The Outliers (The Outliers, #1)

“Locked?”


I push myself to my feet and lurch for the door. No, no, no. We cannot be locked in this dark and terrible place. The knob does turn a little bit, and for a second I think I’m about to prove Jasper wrong. But the door sticks hard when I push, like there’s a bolt across the outside. Bam, bam, bam, goes my heart as I head over to the window next to where Jasper is still sitting on the floor. Panes of clear glass fill the window frame. I think of all the peeled-back screens in those other cabins as I put my hand flat against the cool glass. Not even cracked or dusty. Actually, the window looks brand-new.

Jasper looks up at me. My hand is still on the glass, his face half-sunk in shadow. I push up on the window, but it doesn’t budge. “That one’s locked,” Jasper says as he gets up to head to the other window on the opposite side of the room. It won’t move either when he tries to open it. Neither do the two in back. He peers closer to the last one. “I think they’re nailed shut from the outside.”

“Then we should break one,” I say, as Jasper comes back to stand next to me.

And this does seem like something the emergency-me could actually do. Shatter glass, scramble through broken shards. Run again through the dark and tangled woods.

But Jasper is already shaking his head. “Look.”

What I mistook for one of the thin, easily-torn screens on the other side of the window, I can see now, is actually much thicker wire. Like a chain-link fence. We are not just trapped in a cabin. We are locked in a cage.

“What the hell is this?” I whisper.

Jasper takes a deep breath, like he’s steeling himself. “Okay, there has got to be another way out,” he says, not answering my question. Maybe he is trying to think positive again. And I hope so because every single thought I have is dark and terrible and ends in doom. Our doom.

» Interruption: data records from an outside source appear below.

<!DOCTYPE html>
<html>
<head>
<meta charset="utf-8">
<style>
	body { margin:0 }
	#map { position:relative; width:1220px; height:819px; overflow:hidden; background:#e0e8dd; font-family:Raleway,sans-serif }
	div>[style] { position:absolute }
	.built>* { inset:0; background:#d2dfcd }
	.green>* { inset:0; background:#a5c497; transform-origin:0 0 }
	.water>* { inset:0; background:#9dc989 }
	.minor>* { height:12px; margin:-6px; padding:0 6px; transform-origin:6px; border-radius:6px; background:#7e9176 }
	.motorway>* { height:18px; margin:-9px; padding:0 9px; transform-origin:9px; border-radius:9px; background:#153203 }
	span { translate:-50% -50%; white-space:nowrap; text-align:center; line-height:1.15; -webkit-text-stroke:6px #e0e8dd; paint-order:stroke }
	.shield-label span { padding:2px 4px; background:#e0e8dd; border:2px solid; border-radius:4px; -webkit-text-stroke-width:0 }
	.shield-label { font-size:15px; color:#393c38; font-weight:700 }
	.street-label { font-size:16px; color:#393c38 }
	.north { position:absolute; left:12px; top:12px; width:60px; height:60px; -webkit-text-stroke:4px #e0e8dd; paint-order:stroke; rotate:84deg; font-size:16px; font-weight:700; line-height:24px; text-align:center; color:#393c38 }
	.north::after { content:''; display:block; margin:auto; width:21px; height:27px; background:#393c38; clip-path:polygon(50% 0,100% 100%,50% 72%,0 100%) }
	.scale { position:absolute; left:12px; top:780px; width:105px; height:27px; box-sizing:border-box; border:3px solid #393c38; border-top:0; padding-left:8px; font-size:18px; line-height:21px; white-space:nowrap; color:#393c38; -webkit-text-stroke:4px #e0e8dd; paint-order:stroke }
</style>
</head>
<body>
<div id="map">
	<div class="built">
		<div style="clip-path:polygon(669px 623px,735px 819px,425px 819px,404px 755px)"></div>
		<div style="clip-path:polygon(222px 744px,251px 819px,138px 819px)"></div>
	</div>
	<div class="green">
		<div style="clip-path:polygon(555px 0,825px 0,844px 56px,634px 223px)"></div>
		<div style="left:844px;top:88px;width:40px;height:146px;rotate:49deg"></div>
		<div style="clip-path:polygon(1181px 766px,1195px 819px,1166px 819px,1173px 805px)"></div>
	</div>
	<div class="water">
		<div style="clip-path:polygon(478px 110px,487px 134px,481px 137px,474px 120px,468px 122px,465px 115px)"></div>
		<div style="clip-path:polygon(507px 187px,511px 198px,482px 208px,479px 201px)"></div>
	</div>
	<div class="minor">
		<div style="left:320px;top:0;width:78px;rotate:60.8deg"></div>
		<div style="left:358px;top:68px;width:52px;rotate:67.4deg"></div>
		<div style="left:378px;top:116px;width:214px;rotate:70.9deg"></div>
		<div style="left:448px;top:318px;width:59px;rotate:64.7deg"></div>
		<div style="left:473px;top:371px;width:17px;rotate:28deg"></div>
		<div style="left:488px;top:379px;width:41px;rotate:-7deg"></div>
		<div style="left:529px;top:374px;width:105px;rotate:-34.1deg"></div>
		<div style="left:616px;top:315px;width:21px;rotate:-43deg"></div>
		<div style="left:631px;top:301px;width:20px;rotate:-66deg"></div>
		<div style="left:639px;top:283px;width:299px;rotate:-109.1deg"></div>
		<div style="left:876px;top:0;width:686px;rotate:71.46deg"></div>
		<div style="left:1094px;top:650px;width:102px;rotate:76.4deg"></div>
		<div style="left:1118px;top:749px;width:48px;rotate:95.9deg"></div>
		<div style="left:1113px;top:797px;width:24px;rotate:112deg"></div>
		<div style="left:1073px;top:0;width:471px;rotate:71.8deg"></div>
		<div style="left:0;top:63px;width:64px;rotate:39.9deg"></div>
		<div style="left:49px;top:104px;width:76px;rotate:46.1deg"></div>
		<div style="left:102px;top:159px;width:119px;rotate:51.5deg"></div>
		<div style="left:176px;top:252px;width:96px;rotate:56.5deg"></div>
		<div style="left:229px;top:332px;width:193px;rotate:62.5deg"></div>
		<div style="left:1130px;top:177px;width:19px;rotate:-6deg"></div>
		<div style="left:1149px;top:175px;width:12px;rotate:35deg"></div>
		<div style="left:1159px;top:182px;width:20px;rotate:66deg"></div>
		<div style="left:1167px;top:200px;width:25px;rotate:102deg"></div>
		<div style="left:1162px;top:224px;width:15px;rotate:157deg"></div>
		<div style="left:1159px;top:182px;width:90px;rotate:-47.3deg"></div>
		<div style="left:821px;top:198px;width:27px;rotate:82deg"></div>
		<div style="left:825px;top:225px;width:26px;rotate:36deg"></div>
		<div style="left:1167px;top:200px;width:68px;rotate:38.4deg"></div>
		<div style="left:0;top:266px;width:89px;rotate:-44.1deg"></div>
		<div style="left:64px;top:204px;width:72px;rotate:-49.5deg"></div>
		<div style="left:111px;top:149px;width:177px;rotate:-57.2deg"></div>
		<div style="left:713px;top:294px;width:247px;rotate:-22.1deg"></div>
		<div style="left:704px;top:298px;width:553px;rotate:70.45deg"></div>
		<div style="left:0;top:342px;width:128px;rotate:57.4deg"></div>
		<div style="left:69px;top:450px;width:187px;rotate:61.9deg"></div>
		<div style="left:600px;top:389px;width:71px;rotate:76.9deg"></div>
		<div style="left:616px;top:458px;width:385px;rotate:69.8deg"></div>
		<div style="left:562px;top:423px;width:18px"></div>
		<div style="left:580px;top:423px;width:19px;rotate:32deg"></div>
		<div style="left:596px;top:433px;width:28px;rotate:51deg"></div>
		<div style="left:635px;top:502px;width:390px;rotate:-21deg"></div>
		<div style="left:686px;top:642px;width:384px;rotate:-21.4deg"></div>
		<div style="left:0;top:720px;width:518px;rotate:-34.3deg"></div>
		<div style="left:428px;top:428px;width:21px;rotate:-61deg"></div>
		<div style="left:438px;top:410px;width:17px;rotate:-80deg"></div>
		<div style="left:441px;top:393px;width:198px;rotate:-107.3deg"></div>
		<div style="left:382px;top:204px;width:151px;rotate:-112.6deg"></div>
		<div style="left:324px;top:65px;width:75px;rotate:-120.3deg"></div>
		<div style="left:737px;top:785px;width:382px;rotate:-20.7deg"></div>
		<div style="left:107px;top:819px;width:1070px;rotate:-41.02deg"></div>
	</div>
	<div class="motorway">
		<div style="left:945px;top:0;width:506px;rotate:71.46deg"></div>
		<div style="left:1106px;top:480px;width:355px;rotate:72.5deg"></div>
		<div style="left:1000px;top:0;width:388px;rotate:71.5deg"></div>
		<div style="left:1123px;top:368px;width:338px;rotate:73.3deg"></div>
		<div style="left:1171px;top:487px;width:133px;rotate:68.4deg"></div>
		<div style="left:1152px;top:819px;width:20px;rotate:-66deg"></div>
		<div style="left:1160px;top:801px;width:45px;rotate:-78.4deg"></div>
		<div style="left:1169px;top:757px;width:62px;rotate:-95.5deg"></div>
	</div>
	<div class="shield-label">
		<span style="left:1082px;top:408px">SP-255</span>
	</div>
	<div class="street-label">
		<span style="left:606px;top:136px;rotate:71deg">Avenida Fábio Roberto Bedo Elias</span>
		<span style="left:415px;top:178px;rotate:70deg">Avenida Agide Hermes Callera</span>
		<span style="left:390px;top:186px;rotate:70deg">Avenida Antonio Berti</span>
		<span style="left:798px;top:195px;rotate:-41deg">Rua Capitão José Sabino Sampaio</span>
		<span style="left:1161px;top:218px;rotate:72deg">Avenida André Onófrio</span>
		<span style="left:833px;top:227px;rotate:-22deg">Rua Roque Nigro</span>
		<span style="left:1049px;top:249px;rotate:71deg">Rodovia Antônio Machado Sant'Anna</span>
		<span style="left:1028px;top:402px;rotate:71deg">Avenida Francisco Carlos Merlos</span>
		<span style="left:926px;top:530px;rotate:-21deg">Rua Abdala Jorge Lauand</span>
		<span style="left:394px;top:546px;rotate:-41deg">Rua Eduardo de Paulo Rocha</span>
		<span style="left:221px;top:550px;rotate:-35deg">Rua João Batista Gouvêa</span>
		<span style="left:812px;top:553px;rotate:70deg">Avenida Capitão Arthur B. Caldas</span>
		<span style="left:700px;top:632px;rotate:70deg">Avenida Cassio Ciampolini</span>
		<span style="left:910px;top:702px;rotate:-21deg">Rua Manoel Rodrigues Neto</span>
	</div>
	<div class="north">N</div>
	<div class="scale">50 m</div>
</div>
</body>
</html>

Jasper heads to the back of the cabin, poking his head into what looks like a closet. When he reaches overhead and pulls a string, a single bulb goes on. It leaves a slanted gold rectangle on the floor around his feet, brightening the cabin a tiny bit. I feel relieved, but only for a second.

“There’s electricity?” I ask. Should that make me feel better? Because it does not. “I thought this place was abandoned.”

“Yeah, that’s for sure weird.” Jasper waves me over to the closet. “But not as weird as this.”

When I get over to him, I can see what he means. There’s a bucket on the floor of the closet with a roll of toilet paper next to it. There’s even some hand sanitizer. A makeshift bathroom.

“They knew we were coming,” I say.

“Or they knew somebody was,” Jasper says, walking back to the front window. I stare at him, but he doesn’t look back at me.

“Who are these people?” I ask, though I already know Jasper doesn’t have a clue.

“Probably not the same ones who stab each other in the eye over marshmallow Peeps.” He turns to look at me when I come to join him at the window. “Right?”

Of course he’s right. It’s way too organized and well thought out.

“Wait, is that a person over there?” Jasper points to the cabin across the way, but all I can make out are shadows. “I just saw something move.”

I lean in and squint but still can’t see anything. Instead, something in the opposite direction catches my eye.

“Look,” I say, feeling a tiny surge of hope. “The police car is still here.”

“Yeah, but someone turned the headlights off,” Jasper says, and from his voice I can tell he doesn’t think there’s anything good about that. We both stare at it for a moment in silence. “Do you really think that Cassie might be doing meth?” he asks, eyes still on Officer Kendall’s car. “That meth is what all of this is about?”

“I have no idea.” I turn around and slide down the wall until I have taken Jasper’s spot on the cold and dirty floor. “Cassie’s done a lot of things lately that I never thought she would.” I feel annoyed at Jasper all over again. Because the Rainbow Coalition might have been the reason Cassie got started partying. But Jasper was why she kept at it. “I mean, all those parties she went to—maybe she did try meth. Well, you would know. You were with her.”

“Wait, you think there was meth at a party I was at?” he asks, then shakes his head, disgusted. “You seriously think I was the reason Cassie was doing drugs, don’t you?”